During these past three months I scored a full-time direct hire position at the USDA, met someone pretty cool, and bought a bike almost identical to the one I had in Senegal. It seems like I climbed out of this evacuation and THRIVED, but that’s not true.

lil' Booga. 
Thinking of my time in Kedougou always brings intense emotions of longing and guilt. However, in an attempt to live in the moment, anytime those thoughts would pop up I would whack it out. But when staring at a camp fire in Northern Virginia brings me to tears because it reminds me of those cold season nights in village when a fire and my dog sitting at my feet was the nightly routine… I know “living in the moment” is impossible. I’m writing this to give myself some closure on how I’m feeling and address the fact that I’m not over it.
   
My life in Senegal was riding a shitty bike to work with a chain that kept falling off through mud and rocks in 110-degree heat. It was 15 hour night bus rides with no air conditioning from Kedougou to the capital once a month just to attend two-day trainings at the Peace Corps training center. It was catching fire in my hut that led me back to the
capital to recover for two months. It was biking 5 miles to the nearest road town for cell service to check my email, and then a two hour PACKED mini van ride for WiFi. It was being an outsider that would never be able to truly integrate in a community I admired. It was questioning the Peace Corps mission and asking whether we are doing more harm than good. It. Was. Tough.

Village "traffic" 
But in the midst of all that there were moments that I’ll always think fondly of. Like learning the local language and being able to joke around with the kids in village. It was drinking hot tea during the heat of the day with my host brothers and shooing away chickens. It was going out to the fields to greet my host sisters and learning how gardening works. It was the amazing transition from desert to tropical rainforest in the span of three months during rainy season. It was a dog, Booga, that was there for me when I was lonely. It was a group of amazing volunteers that was there for me to fall back on. And to continue the theme of things catching fire, it was how the community came together when a hut got struck by lightning and burned to the ground (no one was harmed).

Soooo many onions
The good, the bad, and the ugly combined to make Senegal the place where I got out of that convenient, sterile bubble I was in in the States and experience life at a level way beyond that bubble. And it was nice.
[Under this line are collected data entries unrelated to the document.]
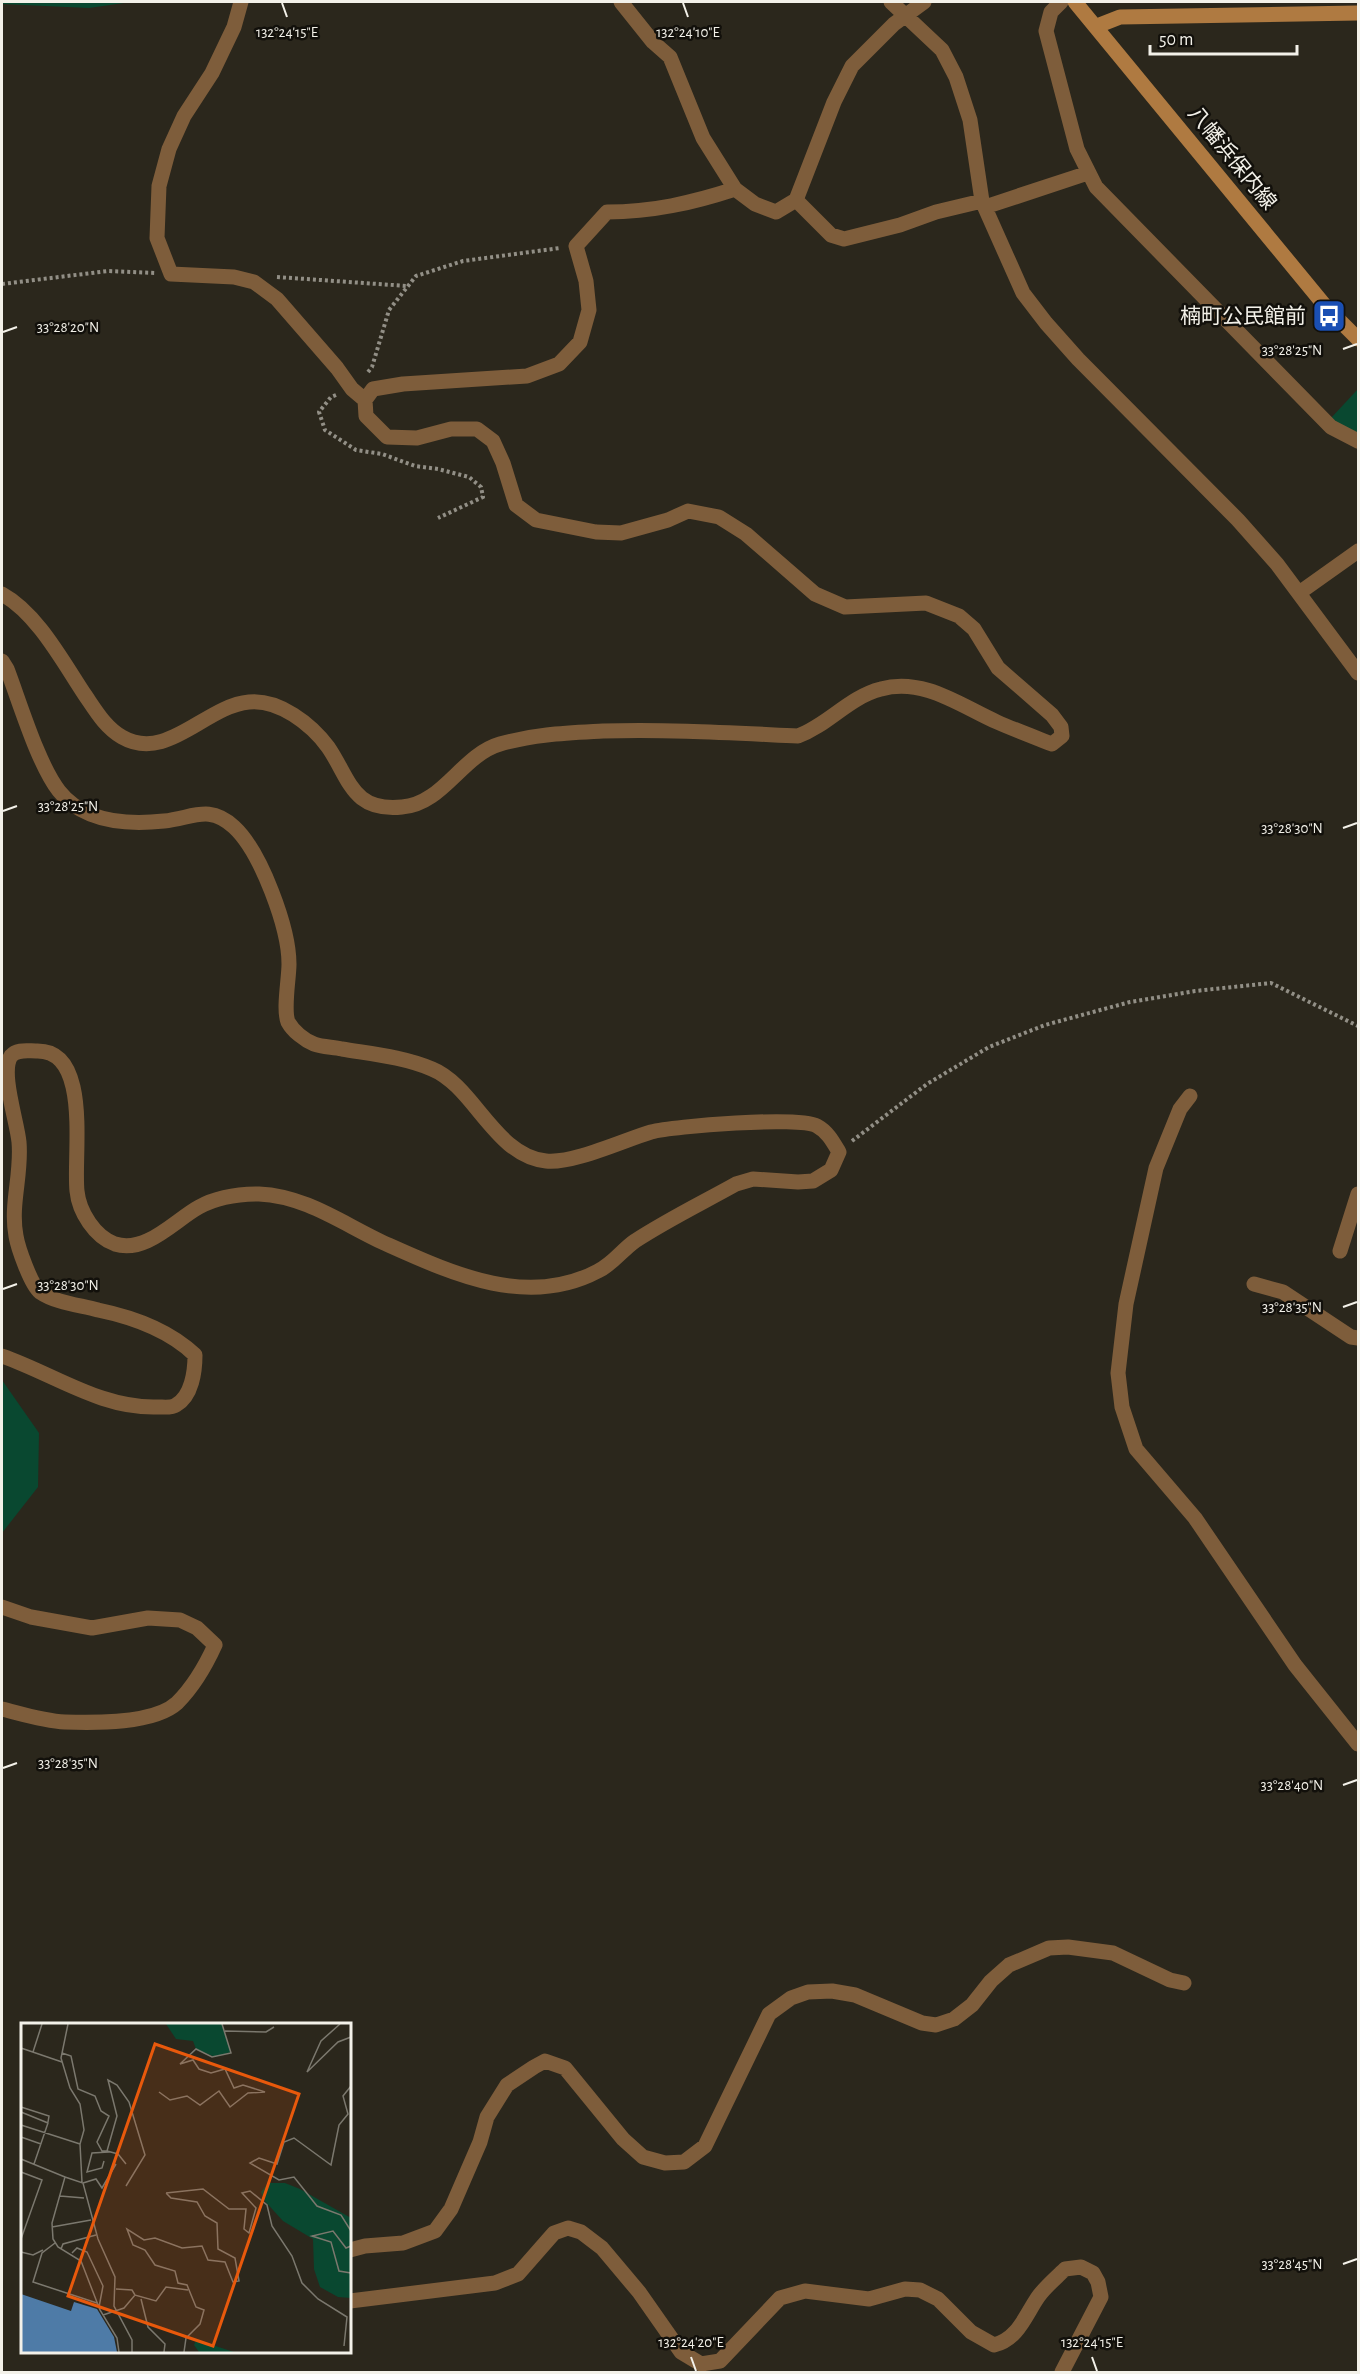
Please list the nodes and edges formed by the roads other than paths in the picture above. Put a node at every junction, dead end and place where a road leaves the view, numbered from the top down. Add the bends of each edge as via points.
1 (241, 2) edge
2 (621, 2) edge
3 (891, 2) edge
4 (924, 2) edge
5 (1061, 2) edge
6 (1075, 2) edge
7 (1359, 13) edge
8 (904, 15) junction
9 (1096, 27) junction
10 (1088, 173) junction
11 (735, 189) junction
12 (796, 200) junction
13 (983, 204) junction
14 (1359, 339) edge
15 (365, 400) junction
16 (1359, 441) edge
17 (1359, 551) edge
18 (1299, 593) junction
19 (2, 594) edge
20 (2, 661) edge
21 (1359, 673) edge
22 (1190, 1096) dead end
23 (1359, 1194) edge
24 (1340, 1251) dead end
25 (1254, 1284) dead end
26 (1359, 1338) edge
27 (2, 1356) edge
28 (2, 1608) edge
29 (2, 1709) edge
30 (1359, 1744) edge
31 (1184, 1983) dead end
32 (351, 2250) edge
33 (351, 2301) edge
34 (1062, 2373) edge

1 - 15 street via 212,73 169,148 159,186 157,238 171,274 234,277 254,282 277,299
2 - 11 street via 670,57 703,138
3 - 8 street
4 - 8 street
5 - 10 street via 1051,12 1046,31 1077,148
6 - 9 main road, 八幡浜保内線
7 - 9 main road via 1120,17
8 - 12 street via 852,66
8 - 13 street via 942,50 956,77 970,120
9 - 14 main road, 八幡浜保内線 via 1326,307
10 - 13 street
10 - 16 street via 1096,187 1331,427
11 - 12 street via 755,204 776,212
11 - 15 street via 691,203 642,212 607,212 576,246 590,310 580,342 560,364 527,376 373,389
12 - 13 street via 831,236 844,239 936,212
13 - 18 street via 1023,293 1046,323 1238,520
15 - 19 street via 366,416 387,437 417,438 451,429 477,429 493,441 516,505 536,520 621,533 688,511 719,517 746,534 814,594 845,608 926,603 959,616 974,630 998,668 1052,715 1062,727 1062,736 1052,744 996,722 937,692 881,688 852,701 814,730 798,736 643,730 532,736 497,745 478,756 424,800 403,808 375,806 358,796 346,782 316,733 284,709 267,703 248,702 216,712 188,730 156,743 141,744 123,738 105,725 48,639 23,610
17 - 18 street
18 - 21 street
20 - 27 street via 44,765 70,803 120,823 167,821 195,813 214,814 235,828 250,848 283,924 289,960 287,1019 294,1031 314,1044 414,1062 437,1071 452,1080 498,1135 522,1153 545,1161 568,1159 655,1131 776,1121 816,1125 830,1135 840,1152 831,1170 813,1181 753,1179 736,1184 632,1243 599,1271 535,1288 507,1287 462,1276 324,1211 261,1194 233,1195 202,1205 151,1239 134,1245 114,1244 86,1219 77,1195 76,1113 71,1076 60,1057 48,1050 16,1052 7,1059 5,1075 21,1166 14,1208 16,1238 34,1286 59,1301 139,1322 184,1344 195,1355 195,1375 184,1398 175,1406 137,1408 90,1395
22 - 30 street via 1180,1109 1156,1168 1126,1304 1118,1373 1122,1407 1136,1449 1195,1518 1295,1665
23 - 24 street
25 - 26 street via 1283,1292 1351,1337
28 - 29 street via 92,1628 148,1618 180,1620 197,1628 215,1645 203,1671 176,1704 153,1716 65,1722
31 - 32 street via 1113,1953 1068,1947 1049,1948 1009,1965 972,2005 954,2019 936,2025 855,1995 808,1992 791,1998 770,2014 705,2146 684,2162 665,2163 643,2157 623,2139 565,2068 545,2061 507,2085 487,2117 451,2209 435,2231 403,2243
33 - 34 street via 495,2283 518,2274 554,2233 568,2228 581,2232 602,2248 681,2352 701,2364 720,2361 780,2298 804,2291 869,2299 905,2289 920,2290 938,2299 971,2332 994,2345 1006,2342 1040,2295 1065,2269 1081,2267 1093,2273 1101,2296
I delayed coming back to the States. Growing up as a third culture kid, I never identified this place as home anyways. Washington DC especially is a difficult and lonely place because everyone is a stranger and only here for work. I knew I would end up here sooner or later for a career, but I was planning on delaying that as much as possible.

My delay strategy was awesome too. I was gonna go bike packing with a peace corps friend for a month in Morocco and then spend Christmas in Germany. But the pandemic came rolling in in perfect 2020 fashion and threw me back to the very place I’ve been avoiding for the past year and a half. My time in Senegal was a dream.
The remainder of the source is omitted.